19. If I could have one virtue above all others it would be....



Grace.



20. Life is going to run away with me unless I fill it with things I am going to remember.


21. Which means finding out what I love, and doing more of that.


22. And watching the things that make me unhappy, and doing less of those.


23.




24. However good it is, nothing I read on a computer screen will give me the same pleasure I get from reading something good in a good book. 


25. There really is magic in the world.


*


THE PROBLEM WITH ALL THIS



is I don't know any of it.



I only know this because I've had it chugging around in my mind for a few days like the clothes inside a washing machine, and then I sat down for a while to get it all down. Much of the time it's as if I know the opposite of all this. I forget these things on a daily basis, and put the complete opposite of them into practice. But I do know it. I just don't remember that I do.



Socrates said that all learning is remembering



Am I happier now? 



I don't know. I'm more used to the interior design of my brain than I ever have been. Some nice soft-furnishings and the mood lighting is tight. I don't know if I'm happier, but I'm more content to be inhabiting my own being. And seeing as this is the only place I have to live for as long as that might last, this sounds like an improvement. More than anything, the passage of time has taught me what not to give a shit about. Which feels like freedom. 
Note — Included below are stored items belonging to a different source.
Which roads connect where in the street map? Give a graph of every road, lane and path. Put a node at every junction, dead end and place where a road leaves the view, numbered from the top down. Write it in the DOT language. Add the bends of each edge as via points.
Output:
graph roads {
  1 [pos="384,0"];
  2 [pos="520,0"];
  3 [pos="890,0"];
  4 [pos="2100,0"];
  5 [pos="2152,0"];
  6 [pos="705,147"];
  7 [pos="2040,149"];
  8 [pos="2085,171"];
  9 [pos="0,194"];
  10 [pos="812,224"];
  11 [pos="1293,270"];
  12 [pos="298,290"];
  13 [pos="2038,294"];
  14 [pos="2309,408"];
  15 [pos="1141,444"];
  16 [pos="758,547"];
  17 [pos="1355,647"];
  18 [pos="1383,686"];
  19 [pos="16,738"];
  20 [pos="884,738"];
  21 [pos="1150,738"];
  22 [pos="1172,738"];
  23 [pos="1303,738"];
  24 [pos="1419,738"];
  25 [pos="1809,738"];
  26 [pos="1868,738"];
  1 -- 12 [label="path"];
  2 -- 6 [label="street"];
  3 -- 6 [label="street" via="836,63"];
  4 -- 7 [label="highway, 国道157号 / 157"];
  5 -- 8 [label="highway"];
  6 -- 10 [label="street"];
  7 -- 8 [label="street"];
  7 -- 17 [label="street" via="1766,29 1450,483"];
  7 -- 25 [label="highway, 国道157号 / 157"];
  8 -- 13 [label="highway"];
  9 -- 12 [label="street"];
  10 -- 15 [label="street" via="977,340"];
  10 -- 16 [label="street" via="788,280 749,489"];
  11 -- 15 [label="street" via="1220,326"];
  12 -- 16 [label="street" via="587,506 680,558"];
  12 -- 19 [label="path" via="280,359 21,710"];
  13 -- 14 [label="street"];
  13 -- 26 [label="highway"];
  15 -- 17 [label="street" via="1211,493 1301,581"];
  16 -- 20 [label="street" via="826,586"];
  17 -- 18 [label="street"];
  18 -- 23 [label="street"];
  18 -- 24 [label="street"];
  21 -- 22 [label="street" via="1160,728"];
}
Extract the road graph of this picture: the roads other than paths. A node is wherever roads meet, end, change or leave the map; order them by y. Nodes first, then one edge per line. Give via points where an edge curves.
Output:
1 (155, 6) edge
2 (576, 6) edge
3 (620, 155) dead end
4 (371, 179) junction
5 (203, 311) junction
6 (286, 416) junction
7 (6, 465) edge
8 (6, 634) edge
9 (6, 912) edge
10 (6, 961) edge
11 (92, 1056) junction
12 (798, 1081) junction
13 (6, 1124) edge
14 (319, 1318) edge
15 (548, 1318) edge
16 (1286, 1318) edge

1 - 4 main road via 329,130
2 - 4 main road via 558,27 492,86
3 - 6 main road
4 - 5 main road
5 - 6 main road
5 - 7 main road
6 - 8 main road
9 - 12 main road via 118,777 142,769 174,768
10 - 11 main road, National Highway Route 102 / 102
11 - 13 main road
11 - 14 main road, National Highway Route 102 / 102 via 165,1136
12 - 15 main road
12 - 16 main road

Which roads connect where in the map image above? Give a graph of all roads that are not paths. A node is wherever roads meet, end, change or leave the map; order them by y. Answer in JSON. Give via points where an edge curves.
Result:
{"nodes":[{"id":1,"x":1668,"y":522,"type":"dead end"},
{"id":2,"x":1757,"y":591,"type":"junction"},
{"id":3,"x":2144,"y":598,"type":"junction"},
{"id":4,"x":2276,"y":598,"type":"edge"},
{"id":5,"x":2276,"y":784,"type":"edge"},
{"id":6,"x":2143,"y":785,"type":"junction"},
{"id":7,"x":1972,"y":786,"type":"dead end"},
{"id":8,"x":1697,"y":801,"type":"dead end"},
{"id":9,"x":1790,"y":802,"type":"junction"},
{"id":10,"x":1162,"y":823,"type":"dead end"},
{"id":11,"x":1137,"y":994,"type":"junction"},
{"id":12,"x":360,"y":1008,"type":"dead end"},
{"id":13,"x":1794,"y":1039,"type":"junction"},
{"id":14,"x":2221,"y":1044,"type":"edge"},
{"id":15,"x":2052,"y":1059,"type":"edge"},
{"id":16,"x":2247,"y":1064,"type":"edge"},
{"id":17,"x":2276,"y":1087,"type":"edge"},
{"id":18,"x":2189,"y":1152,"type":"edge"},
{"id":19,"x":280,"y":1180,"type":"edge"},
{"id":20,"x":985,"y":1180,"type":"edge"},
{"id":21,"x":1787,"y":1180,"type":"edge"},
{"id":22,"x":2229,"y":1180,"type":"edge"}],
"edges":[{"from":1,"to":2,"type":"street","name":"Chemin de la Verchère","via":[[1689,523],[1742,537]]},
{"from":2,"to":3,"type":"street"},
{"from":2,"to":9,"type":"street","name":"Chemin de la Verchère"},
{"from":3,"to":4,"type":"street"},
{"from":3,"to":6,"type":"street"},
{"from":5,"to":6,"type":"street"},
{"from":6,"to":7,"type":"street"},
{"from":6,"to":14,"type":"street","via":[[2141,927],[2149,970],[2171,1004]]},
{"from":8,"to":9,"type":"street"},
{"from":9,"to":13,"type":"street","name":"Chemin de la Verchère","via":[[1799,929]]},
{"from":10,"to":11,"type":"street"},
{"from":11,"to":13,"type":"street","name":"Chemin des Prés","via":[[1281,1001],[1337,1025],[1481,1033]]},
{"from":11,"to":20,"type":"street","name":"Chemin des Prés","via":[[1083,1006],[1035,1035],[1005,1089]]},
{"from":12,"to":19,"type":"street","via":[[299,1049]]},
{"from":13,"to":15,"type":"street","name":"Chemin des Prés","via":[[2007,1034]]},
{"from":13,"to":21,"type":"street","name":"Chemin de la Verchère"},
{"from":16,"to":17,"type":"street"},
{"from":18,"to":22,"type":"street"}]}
Life teaches you how to live it. If you only give it time.



Outside the early March sun is low in the sky, moving through the gears, gaining altitude. Saturday morning is a big white sheet of paper to draw on, a day full of possibilities. The magnolia is swaying in the breeze, the birds are full of banter. My mind is an invincible Summer and Spring is resoundingly here. My scarf and jacket are hanging on the wall. I glance up at them, pause, and walk out, closing the door behind me.